Luanda - Com a presença da máquina colonial em Angola os conflitos de terras agudizaram-se significativamente. O Estatuto dos Indígenas que consagra a discriminação; a Lei dos Baldios do Ultramar de 1856 sem prejuízo da outra legislação antes de 1961 não reconheciam nem concediam o direito à terra aos autóctones.

* Activista p/ os direitos humanos
Fonte: Club-k.net


Os fundamentos do direito costumeiro sobre a gestão, ocupação, posse e usufruto da terra foram, profundamente, abalados e manipulados a favor do sistema e regime jurídico colonial. Obviamente, deste viés histórico, milhares de famílias foram desterradas compulsivamente e destruídos os seus sistemas económicos, axiológicos, etc. e o património histórico-cultural __cemitérios, lavras, casas e outros haveres foram arrasados impiedosamente. Esta página da história custou sangue e sacrifícios aos povos de Angola. Era a presença do (i)ndele comparando, deste modo, o branco com o espírito maligno. 

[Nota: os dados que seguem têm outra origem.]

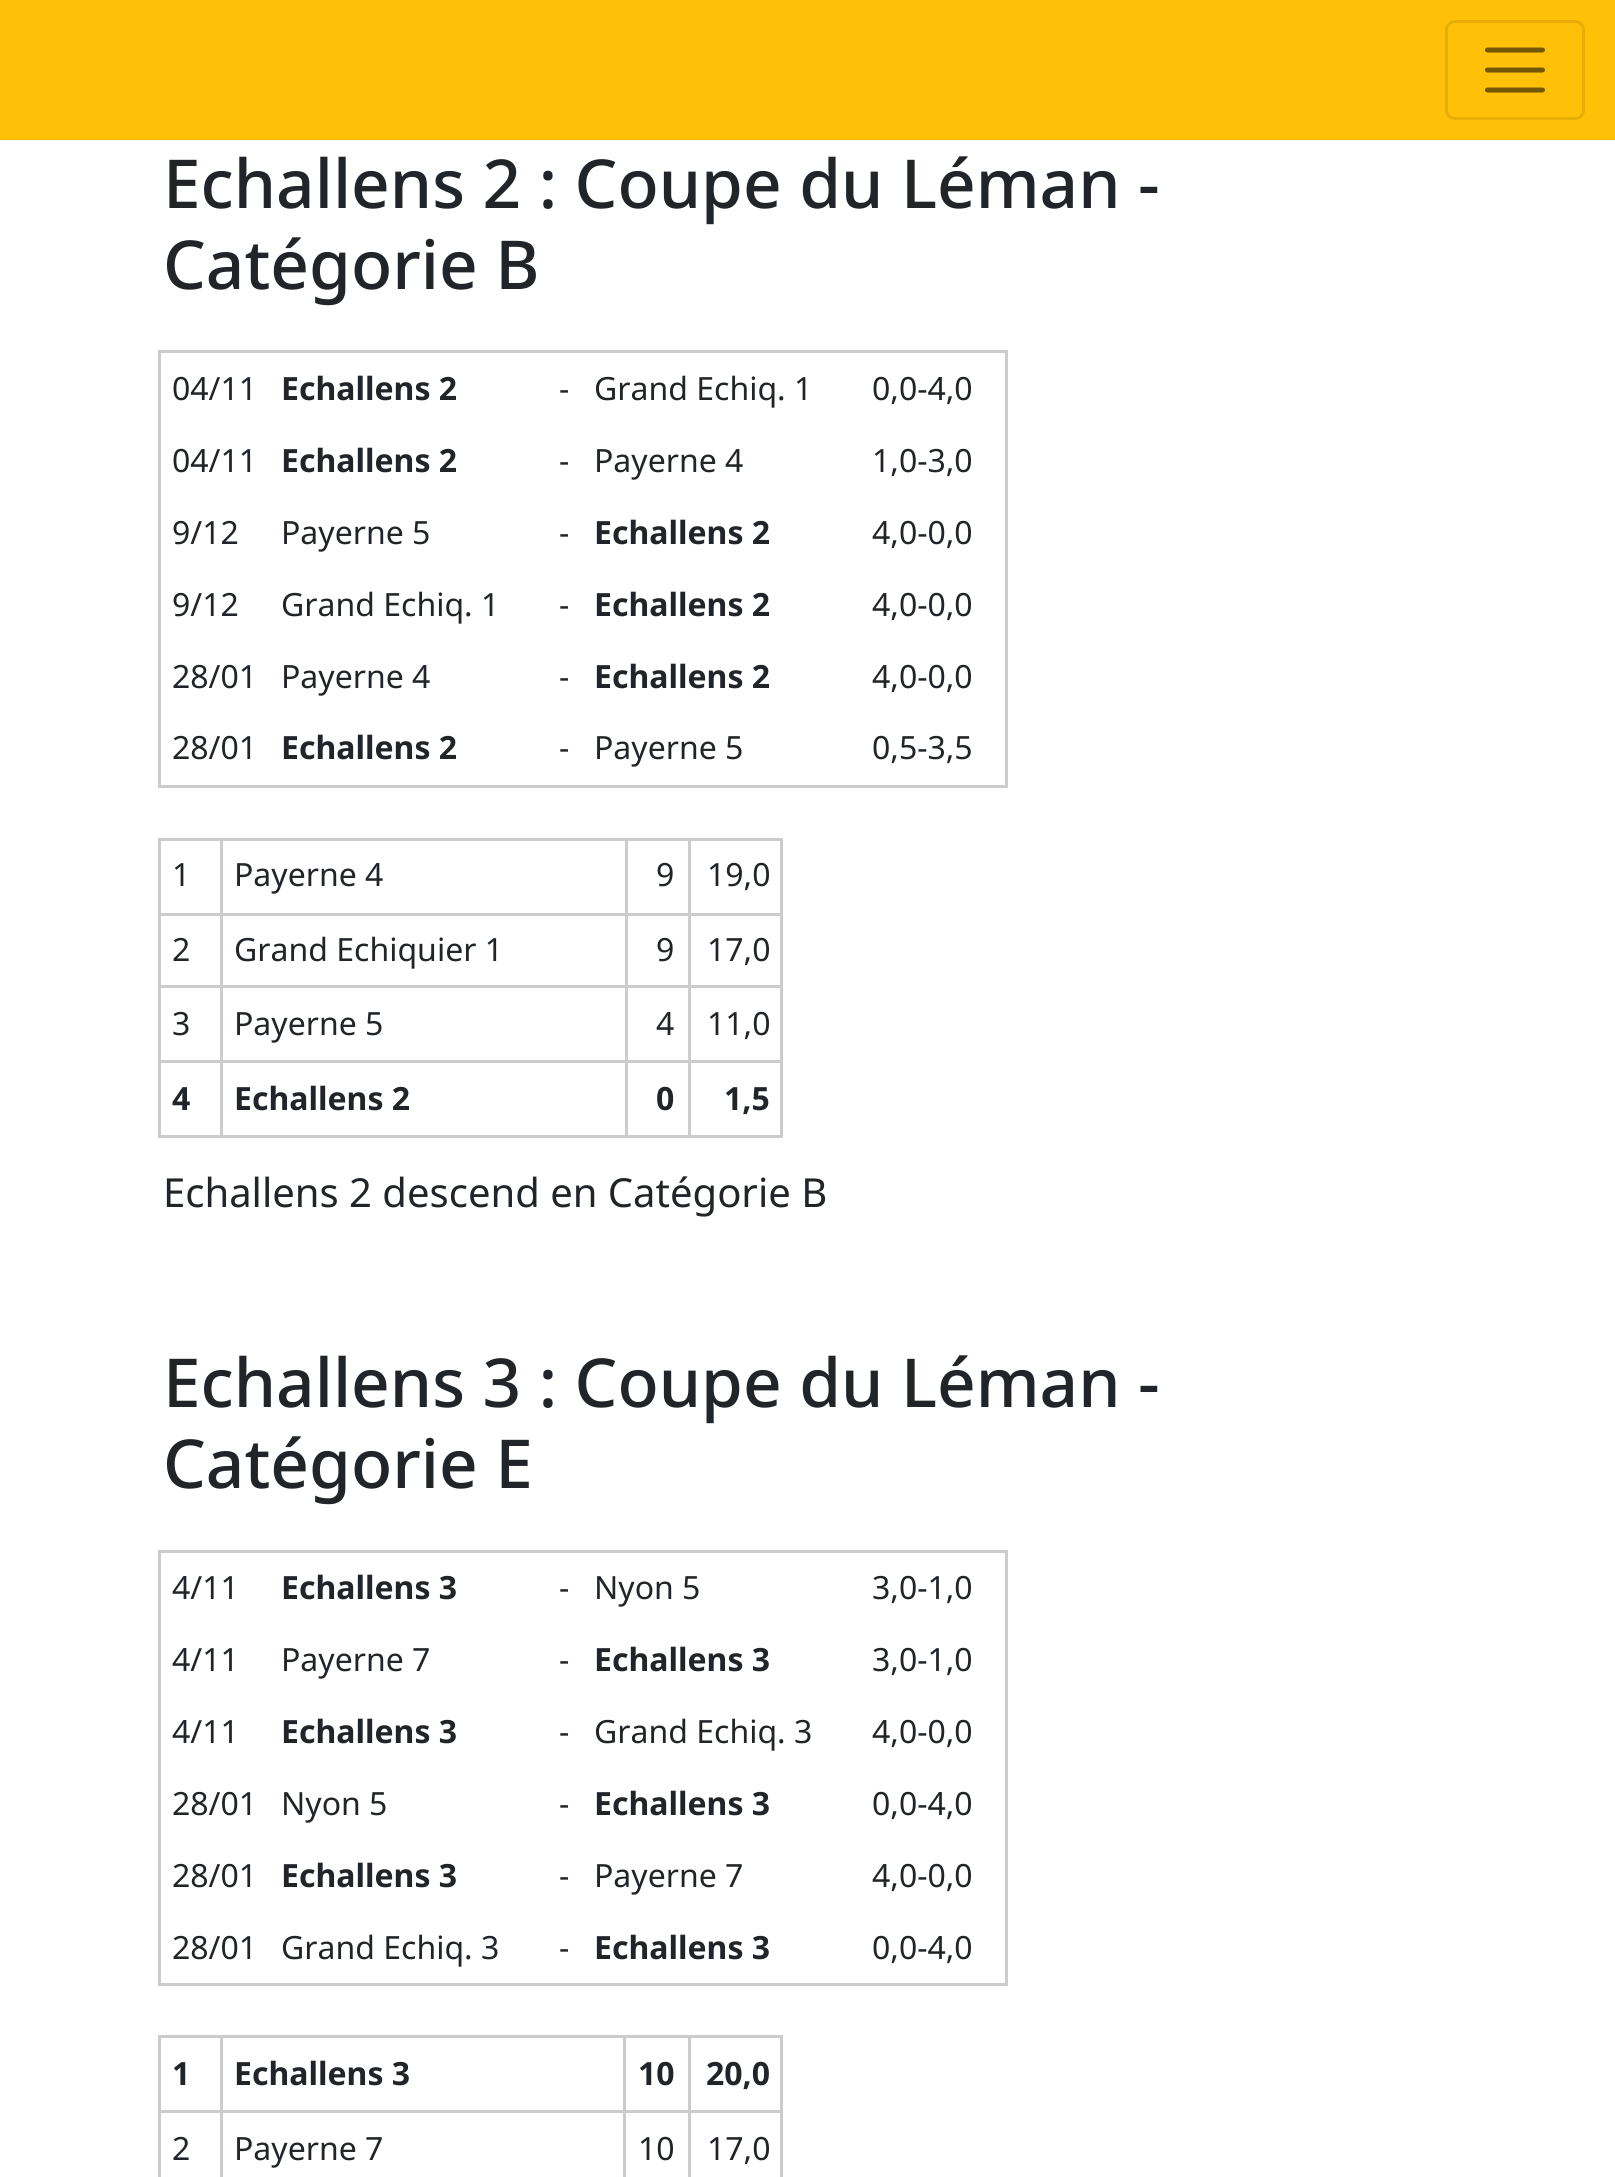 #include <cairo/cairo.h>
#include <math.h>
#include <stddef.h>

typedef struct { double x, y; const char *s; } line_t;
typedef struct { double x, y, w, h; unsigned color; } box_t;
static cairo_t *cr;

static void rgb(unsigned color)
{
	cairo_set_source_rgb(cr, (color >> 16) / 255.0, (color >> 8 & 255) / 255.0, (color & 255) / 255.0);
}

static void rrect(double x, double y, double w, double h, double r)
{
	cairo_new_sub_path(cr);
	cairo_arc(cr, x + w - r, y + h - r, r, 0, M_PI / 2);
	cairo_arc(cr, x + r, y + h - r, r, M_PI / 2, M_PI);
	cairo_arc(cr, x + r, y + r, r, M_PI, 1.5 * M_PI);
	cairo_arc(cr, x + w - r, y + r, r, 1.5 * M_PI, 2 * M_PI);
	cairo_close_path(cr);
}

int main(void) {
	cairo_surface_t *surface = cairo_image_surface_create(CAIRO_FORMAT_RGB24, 1615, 2177);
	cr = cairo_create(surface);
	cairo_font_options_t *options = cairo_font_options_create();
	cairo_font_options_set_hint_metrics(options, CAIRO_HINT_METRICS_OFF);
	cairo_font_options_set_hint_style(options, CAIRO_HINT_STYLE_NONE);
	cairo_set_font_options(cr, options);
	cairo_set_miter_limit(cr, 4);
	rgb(0xffffff);
	cairo_paint(cr);
	rgb(0xffc107);
	cairo_rectangle(cr, 0, 0, 1615, 140);
	cairo_fill(cr);
	rrect(1446.5, 21.5, 137, 97, 8.5);
	rgb(0xe6ae06);
	cairo_set_line_width(cr, 3);
	cairo_stroke(cr);
	cairo_new_path(cr);
	cairo_move_to(cr, 1487.5, 50);
	cairo_line_to(cr, 1542.5, 50);
	cairo_move_to(cr, 1487.5, 70);
	cairo_line_to(cr, 1542.5, 70);
	cairo_move_to(cr, 1487.5, 90);
	cairo_line_to(cr, 1542.5, 90);
	rgb(0x735703);
	cairo_set_line_width(cr, 5);
	cairo_set_line_cap(cr, CAIRO_LINE_CAP_ROUND);
	cairo_stroke(cr);
	{
		static const box_t items[] = {
			{158, 350, 850, 3, 0xcccccc},
			{1005, 350, 3, 438, 0xcccccc},
			{158, 785, 850, 3, 0xcccccc},
			{158, 350, 3, 438, 0xcccccc},
			{688, 838, 95, 3, 0xcccccc},
			{688, 913, 95, 3, 0xcccccc},
			{688, 985, 95, 3, 0xcccccc},
			{688, 1060, 95, 3, 0xcccccc},
			{780, 1060, 3, 78, 0xcccccc},
			{688, 1135, 95, 3, 0xcccccc},
			{688, 1060, 3, 78, 0xcccccc},
			{625, 1060, 65, 3, 0xcccccc},
			{688, 985, 3, 78, 0xcccccc},
			{625, 985, 65, 3, 0xcccccc},
			{688, 913, 3, 75, 0xcccccc},
			{625, 913, 65, 3, 0xcccccc},
			{688, 838, 3, 77, 0xcccccc},
			{625, 838, 65, 3, 0xcccccc},
			{625, 1135, 65, 3, 0xcccccc},
			{625, 1060, 3, 78, 0xcccccc},
			{220, 1060, 408, 3, 0xcccccc},
			{625, 985, 3, 78, 0xcccccc},
			{220, 985, 408, 3, 0xcccccc},
			{625, 913, 3, 75, 0xcccccc},
			{220, 913, 408, 3, 0xcccccc},
			{625, 838, 3, 77, 0xcccccc},
			{220, 838, 408, 3, 0xcccccc},
			{220, 1135, 408, 3, 0xcccccc},
			{220, 1060, 3, 78, 0xcccccc},
			{158, 1060, 65, 3, 0xcccccc},
			{220, 985, 3, 78, 0xcccccc},
			{158, 985, 65, 3, 0xcccccc},
			{220, 913, 3, 75, 0xcccccc},
			{158, 913, 65, 3, 0xcccccc},
			{220, 838, 3, 77, 0xcccccc},
			{158, 838, 65, 3, 0xcccccc},
			{158, 1135, 65, 3, 0xcccccc},
			{158, 1060, 3, 78, 0xcccccc},
			{158, 985, 3, 78, 0xcccccc},
			{158, 913, 3, 75, 0xcccccc},
			{158, 838, 3, 77, 0xcccccc},
			{780, 985, 3, 78, 0xcccccc},
			{780, 913, 3, 75, 0xcccccc},
			{780, 838, 3, 77, 0xcccccc},
			{158, 1550, 850, 3, 0xcccccc},
			{1005, 1550, 3, 435, 0xcccccc},
			{158, 1983, 850, 3, 0xcccccc},
			{158, 1550, 3, 435, 0xcccccc},
			{688, 2035, 95, 3, 0xcccccc},
			{688, 2110, 95, 3, 0xcccccc},
			{688, 2110, 3, 67, 0xcccccc},
			{623, 2110, 67, 3, 0xcccccc},
			{688, 2035, 3, 78, 0xcccccc},
			{623, 2035, 67, 3, 0xcccccc},
			{623, 2110, 3, 67, 0xcccccc},
			{220, 2110, 405, 3, 0xcccccc},
			{623, 2035, 3, 78, 0xcccccc},
			{220, 2035, 405, 3, 0xcccccc},
			{220, 2110, 3, 67, 0xcccccc},
			{158, 2110, 65, 3, 0xcccccc},
			{220, 2035, 3, 78, 0xcccccc},
			{158, 2035, 65, 3, 0xcccccc},
			{158, 2110, 3, 67, 0xcccccc},
			{158, 2035, 3, 78, 0xcccccc},
			{780, 2110, 3, 67, 0xcccccc},
			{780, 2035, 3, 78, 0xcccccc},
		};
		for (size_t i = 0; i < sizeof items / sizeof *items; i++) {
			rgb(items[i].color);
			cairo_rectangle(cr, items[i].x, items[i].y, items[i].w, items[i].h);
			cairo_fill(cr);
		}
	}
	cairo_select_font_face(cr, "Noto Sans Medium", CAIRO_FONT_SLANT_NORMAL, CAIRO_FONT_WEIGHT_NORMAL);
	cairo_set_font_size(cr, 67.5);
	rgb(0x212529);
	cairo_move_to(cr, 163, 208);
	cairo_show_text(cr, "Echallens 2 : Coupe du Léman -");
	cairo_move_to(cr, 163, 289);
	cairo_show_text(cr, "Catégorie B");
	cairo_select_font_face(cr, "Noto Sans", CAIRO_FONT_SLANT_NORMAL, CAIRO_FONT_WEIGHT_NORMAL);
	cairo_set_font_size(cr, 32);
	cairo_move_to(cr, 172, 400);
	cairo_show_text(cr, "04/11");
	cairo_select_font_face(cr, "Noto Sans", CAIRO_FONT_SLANT_NORMAL, CAIRO_FONT_WEIGHT_BOLD);
	cairo_move_to(cr, 281, 400);
	cairo_show_text(cr, "Echallens 2");
	cairo_select_font_face(cr, "Noto Sans", CAIRO_FONT_SLANT_NORMAL, CAIRO_FONT_WEIGHT_NORMAL);
	{
		static const line_t items[] = {
			{559, 400, "-"},
			{594, 400, "Grand Echiq. 1"},
			{872, 400, "0,0-4,0"},
			{172, 472, "04/11"},
		};
		for (size_t i = 0; i < sizeof items / sizeof *items; i++) {
			cairo_move_to(cr, items[i].x, items[i].y);
			cairo_show_text(cr, items[i].s);
		}
	}
	cairo_select_font_face(cr, "Noto Sans", CAIRO_FONT_SLANT_NORMAL, CAIRO_FONT_WEIGHT_BOLD);
	cairo_move_to(cr, 281, 472);
	cairo_show_text(cr, "Echallens 2");
	cairo_select_font_face(cr, "Noto Sans", CAIRO_FONT_SLANT_NORMAL, CAIRO_FONT_WEIGHT_NORMAL);
	{
		static const line_t items[] = {
			{559, 472, "-"},
			{594, 472, "Payerne 4"},
			{872, 472, "1,0-3,0"},
			{172, 544, "9/12"},
			{281, 544, "Payerne 5"},
			{559, 544, "-"},
		};
		for (size_t i = 0; i < sizeof items / sizeof *items; i++) {
			cairo_move_to(cr, items[i].x, items[i].y);
			cairo_show_text(cr, items[i].s);
		}
	}
	cairo_select_font_face(cr, "Noto Sans", CAIRO_FONT_SLANT_NORMAL, CAIRO_FONT_WEIGHT_BOLD);
	cairo_move_to(cr, 594, 544);
	cairo_show_text(cr, "Echallens 2");
	cairo_select_font_face(cr, "Noto Sans", CAIRO_FONT_SLANT_NORMAL, CAIRO_FONT_WEIGHT_NORMAL);
	{
		static const line_t items[] = {
			{872, 544, "4,0-0,0"},
			{172, 616, "9/12"},
			{281, 616, "Grand Echiq. 1"},
			{559, 616, "-"},
		};
		for (size_t i = 0; i < sizeof items / sizeof *items; i++) {
			cairo_move_to(cr, items[i].x, items[i].y);
			cairo_show_text(cr, items[i].s);
		}
	}
	cairo_select_font_face(cr, "Noto Sans", CAIRO_FONT_SLANT_NORMAL, CAIRO_FONT_WEIGHT_BOLD);
	cairo_move_to(cr, 594, 616);
	cairo_show_text(cr, "Echallens 2");
	cairo_select_font_face(cr, "Noto Sans", CAIRO_FONT_SLANT_NORMAL, CAIRO_FONT_WEIGHT_NORMAL);
	{
		static const line_t items[] = {
			{872, 616, "4,0-0,0"},
			{172, 688, "28/01"},
			{281, 688, "Payerne 4"},
			{559, 688, "-"},
		};
		for (size_t i = 0; i < sizeof items / sizeof *items; i++) {
			cairo_move_to(cr, items[i].x, items[i].y);
			cairo_show_text(cr, items[i].s);
		}
	}
	cairo_select_font_face(cr, "Noto Sans", CAIRO_FONT_SLANT_NORMAL, CAIRO_FONT_WEIGHT_BOLD);
	cairo_move_to(cr, 594, 688);
	cairo_show_text(cr, "Echallens 2");
	cairo_select_font_face(cr, "Noto Sans", CAIRO_FONT_SLANT_NORMAL, CAIRO_FONT_WEIGHT_NORMAL);
	cairo_move_to(cr, 872, 688);
	cairo_show_text(cr, "4,0-0,0");
	cairo_move_to(cr, 172, 759);
	cairo_show_text(cr, "28/01");
	cairo_select_font_face(cr, "Noto Sans", CAIRO_FONT_SLANT_NORMAL, CAIRO_FONT_WEIGHT_BOLD);
	cairo_move_to(cr, 281, 759);
	cairo_show_text(cr, "Echallens 2");
	cairo_select_font_face(cr, "Noto Sans", CAIRO_FONT_SLANT_NORMAL, CAIRO_FONT_WEIGHT_NORMAL);
	{
		static const line_t items[] = {
			{559, 759, "-"},
			{594, 759, "Payerne 5"},
			{872, 759, "0,5-3,5"},
			{172, 886, "1"},
			{234, 886, "Payerne 4"},
			{656, 886, "9"},
			{707, 886, "19,0"},
			{172, 961, "2"},
			{234, 961, "Grand Echiquier 1"},
			{656, 961, "9"},
			{707, 961, "17,0"},
			{172, 1035, "3"},
			{234, 1035, "Payerne 5"},
			{656, 1035, "4"},
			{707, 1035, "11,0"},
		};
		for (size_t i = 0; i < sizeof items / sizeof *items; i++) {
			cairo_move_to(cr, items[i].x, items[i].y);
			cairo_show_text(cr, items[i].s);
		}
	}
	cairo_select_font_face(cr, "Noto Sans", CAIRO_FONT_SLANT_NORMAL, CAIRO_FONT_WEIGHT_BOLD);
	{
		static const line_t items[] = {
			{172, 1110, "4"},
			{234, 1110, "Echallens 2"},
			{656, 1110, "0"},
			{724, 1110, "1,5"},
		};
		for (size_t i = 0; i < sizeof items / sizeof *items; i++) {
			cairo_move_to(cr, items[i].x, items[i].y);
			cairo_show_text(cr, items[i].s);
		}
	}
	cairo_select_font_face(cr, "Noto Sans", CAIRO_FONT_SLANT_NORMAL, CAIRO_FONT_WEIGHT_NORMAL);
	cairo_set_font_size(cr, 40);
	cairo_move_to(cr, 163, 1207);
	cairo_show_text(cr, "Echallens 2 descend en Catégorie B");
	cairo_select_font_face(cr, "Noto Sans Medium", CAIRO_FONT_SLANT_NORMAL, CAIRO_FONT_WEIGHT_NORMAL);
	cairo_set_font_size(cr, 67.5);
	cairo_move_to(cr, 163, 1407);
	cairo_show_text(cr, "Echallens 3 : Coupe du Léman -");
	cairo_move_to(cr, 163, 1488);
	cairo_show_text(cr, "Catégorie E");
	cairo_select_font_face(cr, "Noto Sans", CAIRO_FONT_SLANT_NORMAL, CAIRO_FONT_WEIGHT_NORMAL);
	cairo_set_font_size(cr, 32);
	cairo_move_to(cr, 172, 1599);
	cairo_show_text(cr, "4/11");
	cairo_select_font_face(cr, "Noto Sans", CAIRO_FONT_SLANT_NORMAL, CAIRO_FONT_WEIGHT_BOLD);
	cairo_move_to(cr, 281, 1599);
	cairo_show_text(cr, "Echallens 3");
	cairo_select_font_face(cr, "Noto Sans", CAIRO_FONT_SLANT_NORMAL, CAIRO_FONT_WEIGHT_NORMAL);
	{
		static const line_t items[] = {
			{559, 1599, "-"},
			{594, 1599, "Nyon 5"},
			{872, 1599, "3,0-1,0"},
			{172, 1671, "4/11"},
			{281, 1671, "Payerne 7"},
			{559, 1671, "-"},
		};
		for (size_t i = 0; i < sizeof items / sizeof *items; i++) {
			cairo_move_to(cr, items[i].x, items[i].y);
			cairo_show_text(cr, items[i].s);
		}
	}
	cairo_select_font_face(cr, "Noto Sans", CAIRO_FONT_SLANT_NORMAL, CAIRO_FONT_WEIGHT_BOLD);
	cairo_move_to(cr, 594, 1671);
	cairo_show_text(cr, "Echallens 3");
	cairo_select_font_face(cr, "Noto Sans", CAIRO_FONT_SLANT_NORMAL, CAIRO_FONT_WEIGHT_NORMAL);
	cairo_move_to(cr, 872, 1671);
	cairo_show_text(cr, "3,0-1,0");
	cairo_move_to(cr, 172, 1743);
	cairo_show_text(cr, "4/11");
	cairo_select_font_face(cr, "Noto Sans", CAIRO_FONT_SLANT_NORMAL, CAIRO_FONT_WEIGHT_BOLD);
	cairo_move_to(cr, 281, 1743);
	cairo_show_text(cr, "Echallens 3");
	cairo_select_font_face(cr, "Noto Sans", CAIRO_FONT_SLANT_NORMAL, CAIRO_FONT_WEIGHT_NORMAL);
	{
		static const line_t items[] = {
			{559, 1743, "-"},
			{594, 1743, "Grand Echiq. 3"},
			{872, 1743, "4,0-0,0"},
			{172, 1815, "28/01"},
			{281, 1815, "Nyon 5"},
			{559, 1815, "-"},
		};
		for (size_t i = 0; i < sizeof items / sizeof *items; i++) {
			cairo_move_to(cr, items[i].x, items[i].y);
			cairo_show_text(cr, items[i].s);
		}
	}
	cairo_select_font_face(cr, "Noto Sans", CAIRO_FONT_SLANT_NORMAL, CAIRO_FONT_WEIGHT_BOLD);
	cairo_move_to(cr, 594, 1815);
	cairo_show_text(cr, "Echallens 3");
	cairo_select_font_face(cr, "Noto Sans", CAIRO_FONT_SLANT_NORMAL, CAIRO_FONT_WEIGHT_NORMAL);
	cairo_move_to(cr, 872, 1815);
	cairo_show_text(cr, "0,0-4,0");
	cairo_move_to(cr, 172, 1887);
	cairo_show_text(cr, "28/01");
	cairo_select_font_face(cr, "Noto Sans", CAIRO_FONT_SLANT_NORMAL, CAIRO_FONT_WEIGHT_BOLD);
	cairo_move_to(cr, 281, 1887);
	cairo_show_text(cr, "Echallens 3");
	cairo_select_font_face(cr, "Noto Sans", CAIRO_FONT_SLANT_NORMAL, CAIRO_FONT_WEIGHT_NORMAL);
	{
		static const line_t items[] = {
			{559, 1887, "-"},
			{594, 1887, "Payerne 7"},
			{872, 1887, "4,0-0,0"},
			{172, 1959, "28/01"},
			{281, 1959, "Grand Echiq. 3"},
			{559, 1959, "-"},
		};
		for (size_t i = 0; i < sizeof items / sizeof *items; i++) {
			cairo_move_to(cr, items[i].x, items[i].y);
			cairo_show_text(cr, items[i].s);
		}
	}
	cairo_select_font_face(cr, "Noto Sans", CAIRO_FONT_SLANT_NORMAL, CAIRO_FONT_WEIGHT_BOLD);
	cairo_move_to(cr, 594, 1959);
	cairo_show_text(cr, "Echallens 3");
	cairo_select_font_face(cr, "Noto Sans", CAIRO_FONT_SLANT_NORMAL, CAIRO_FONT_WEIGHT_NORMAL);
	cairo_move_to(cr, 872, 1959);
	cairo_show_text(cr, "0,0-4,0");
	cairo_select_font_face(cr, "Noto Sans", CAIRO_FONT_SLANT_NORMAL, CAIRO_FONT_WEIGHT_BOLD);
	{
		static const line_t items[] = {
			{172, 2085, "1"},
			{234, 2085, "Echallens 3"},
			{638, 2085, "10"},
			{706, 2085, "20,0"},
		};
		for (size_t i = 0; i < sizeof items / sizeof *items; i++) {
			cairo_move_to(cr, items[i].x, items[i].y);
			cairo_show_text(cr, items[i].s);
		}
	}
	cairo_select_font_face(cr, "Noto Sans", CAIRO_FONT_SLANT_NORMAL, CAIRO_FONT_WEIGHT_NORMAL);
	{
		static const line_t items[] = {
			{172, 2160, "2"},
			{234, 2160, "Payerne 7"},
			{638, 2160, "10"},
			{707, 2160, "17,0"},
		};
		for (size_t i = 0; i < sizeof items / sizeof *items; i++) {
			cairo_move_to(cr, items[i].x, items[i].y);
			cairo_show_text(cr, items[i].s);
		}
	}
	cairo_surface_write_to_png(surface, "page.png");
	cairo_font_options_destroy(options);
	cairo_destroy(cr);
	cairo_surface_destroy(surface);
	return 0;
}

A luta pela independência era para todos a razão do regresso à terra ou noutros termos da recuperação de suas terras. Infelizmente, muitas fazendas e aldeamentos instalados em terrenos comunitários caíram, de forma arbitrária e por conveniências partidárias, financeiras e políticas, nas mãos de pequenos grupos e empreendedores que à semelhança de fazendeiros colonos exploram as terras, tradicionalmente, pertencentes às comunidades rurais protegidas pelo disposto no art. 4º Al. e) (princípio do respeito pelos direitos fundiários das comunidades rurais) e do nº 1 do art. 9º da Lei de Terras (o Estado respeita e protege os direitos fundiários de que sejam titulares as comunidades rurais incluindo aquelas que se fundam nos usos ou no costume). 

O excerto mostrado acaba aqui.